The third quarter numbers came in ahead of street expectations, analysts at the brokerage Jefferies in the US, said in a note on November 1. They wrote they were encouraged by Freshworks’ higher profitability (operating cash flow of $23.9 million, versus street expectation of $20.4 million), billings outperformance and continued multi-product adoption.

On the other hand, they pointed out that the beat on street estimates was narrower than during the previous quarter, and the fiscal Q3 of 2023 was the sixth straight quarter of revenue deceleration. And the large exposure to small and medium businesses, which are historically more vulnerable in tough times, was also a concern, the Jefferies analysts wrote, who have a “Hold” rating on the stock.

The Q3 numbers played out as expected and there weren’t any surprises, Freshworks CFO Sloat told analysts at a conference organised by UBS on November 28. On the net retention rate, Sloat pointed out that the company had forecast six months ago that it will likely go further down to 105 percent, but it hasn’t so far.

“Based on what we see today, we do think 105 percent is going to be kind of the bottom,” he said at the conference. “I don't think it's going to immediately rebound. I think it might remain stable there. And then, we're figuring out how to grow.”

Also read: How Freshworks wants to tap Generative AI and go after larger customers

Really, really well

The company wasn’t facing any incremental pressure, in particular outside the SMB segment, which is about 40 percent of Freshworks’ business, he said. Freshworks defines an SMB customer as a business with 250 employees or less.

As things stand today, the company’s IT services management product Freshservice is doing “really, really well”, Sloat said.

However, Freshdesk, the company’s customer service product, remains its biggest business and that’s “definitely the one that's been impacted the most”, and it has been under pressure for some 18 months now because of the macroeconomy, he said.

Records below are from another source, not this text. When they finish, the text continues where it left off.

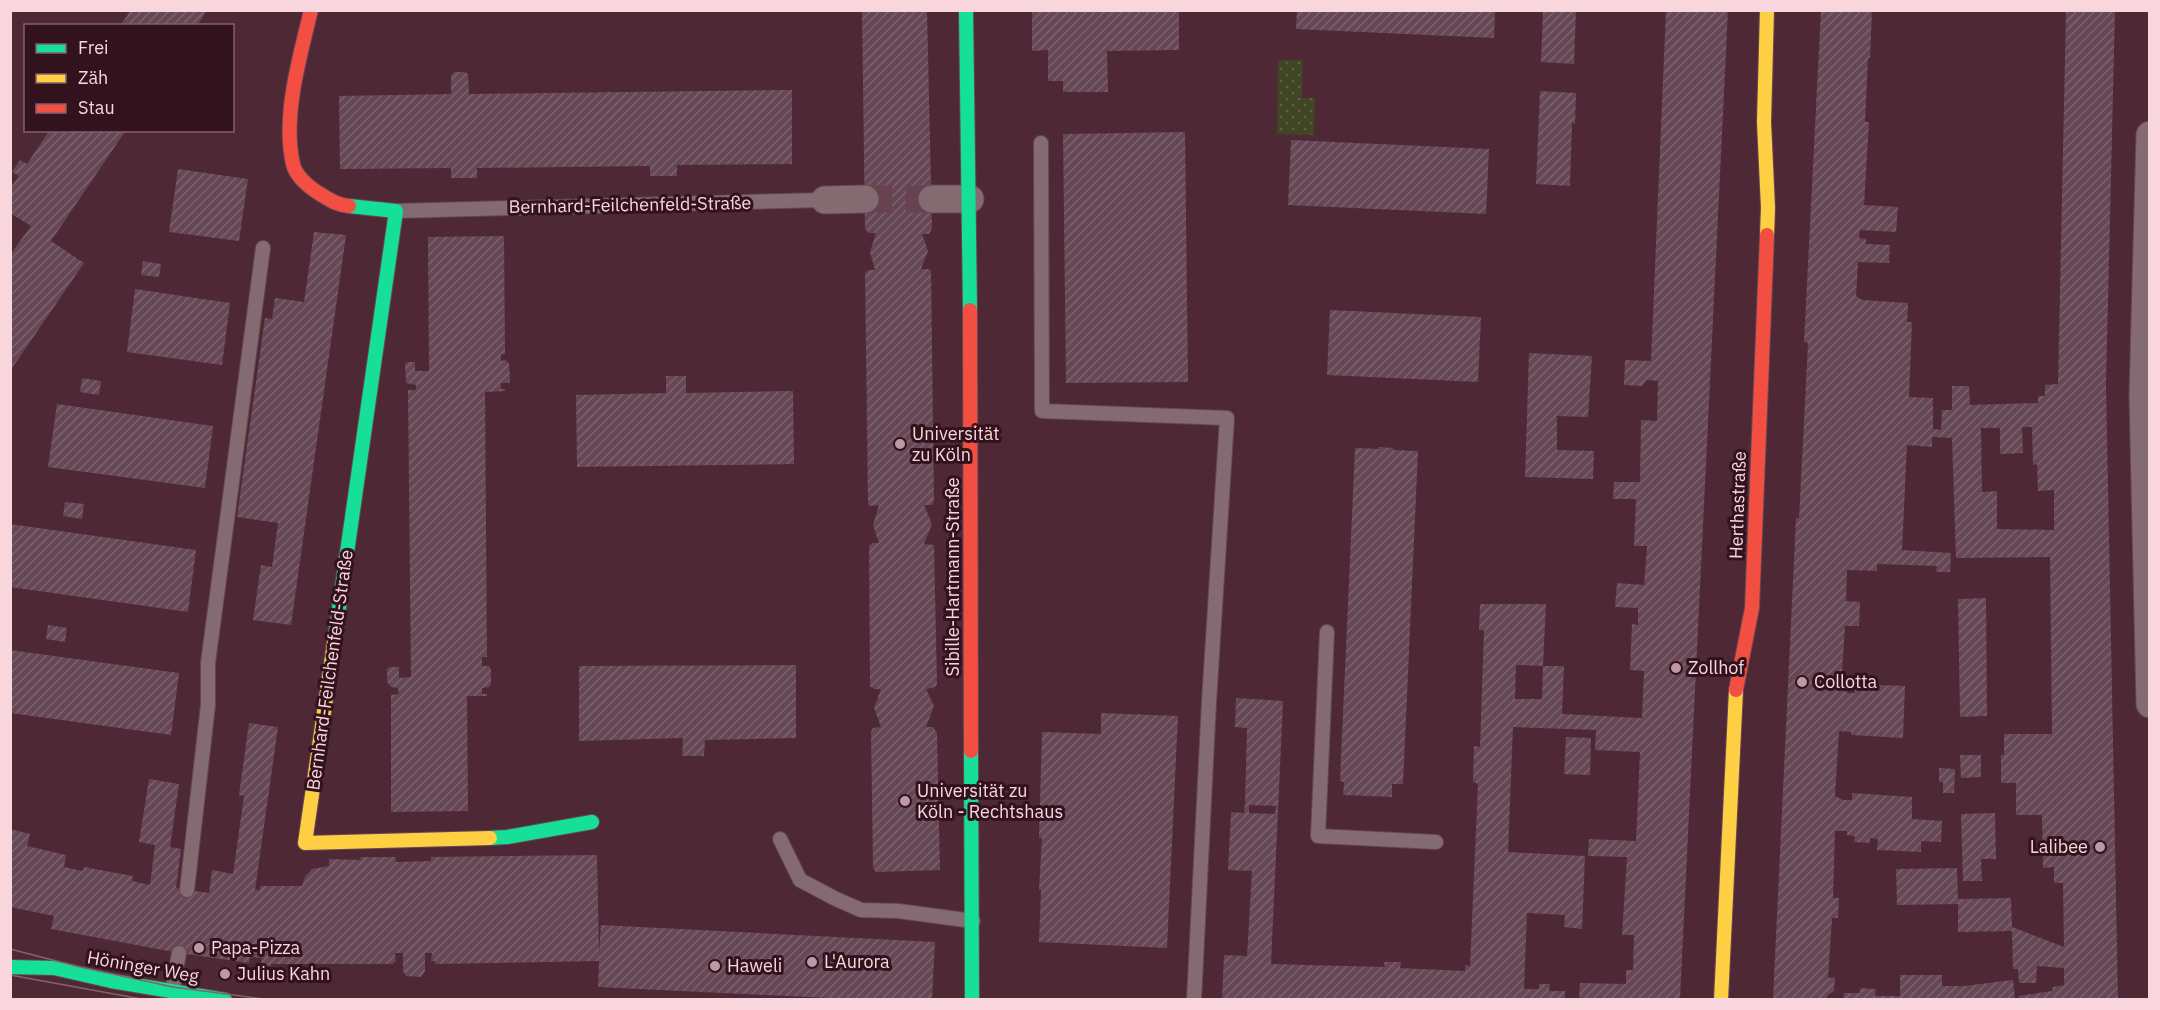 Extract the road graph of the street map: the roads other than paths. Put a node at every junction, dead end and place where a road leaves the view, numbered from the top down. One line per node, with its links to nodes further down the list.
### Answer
1 (311, 10): 10 (street, Bernhard-Feilchenfeld-Straße)
2 (966, 10): 8 (street, Sibille-Hartmann-Straße)
3 (1767, 10): 29 (street, Herthastraße)
4 (2150, 135): 12 (street)
5 (1041, 143): 28 (lane)
6 (865, 199): 9 (street, Bernhard-Feilchenfeld-Straße)
7 (932, 199): 8 (street)
8 (970, 199): 20 (street, Sibille-Hartmann-Straße)
9 (825, 200): 10 (lane, Bernhard-Feilchenfeld-Straße)
10 (396, 211): 16 (street, Bernhard-Feilchenfeld-Straße)
11 (263, 248): 19 (lane)
12 (2146, 395): 13 (street)
13 (2148, 532): 15 (street)
14 (1327, 632): 18 (lane)
15 (2150, 704)
16 (592, 822)
17 (780, 839): 20 (lane)
18 (1436, 842)
19 (187, 890)
20 (973, 921): 27 (street, Sibille-Hartmann-Straße)
21 (26, 953): 24 (street, Höninger Weg)
22 (178, 953): 25 (lane)
23 (10, 967): 24 (street, Höninger Weg)
24 (54, 968): 25 (street, Höninger Weg)
25 (172, 992): 26 (street, Höninger Weg)
26 (225, 999)
27 (972, 999)
28 (1194, 999)
29 (1721, 999)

Currently, the focus is on cross-selling of new products, with 25 percent of the company’s customer base now using more than one product. And on selling them new products such as a customer service suite the company introduced earlier this year.

Mathrubootham has also announced a slew AI (artificial intelligence)-based assistants across the company’s product portfolio and he expects this all to be monetised at higher rates starting next year.

Sloat added that Q3 2023 was the best quarter in terms of reducing customer churn in the company’s history since listing, reducing it “from the low-20s when we went public down to mid-teens now” in percent terms.

This is evidence that customers see value in Freshworks’ products, he said, adding that newer initiatives are beginning to take root. “We're optimistic that we have a chance to actually accelerate growth once these things start playing out… I do think we've weathered the storm.”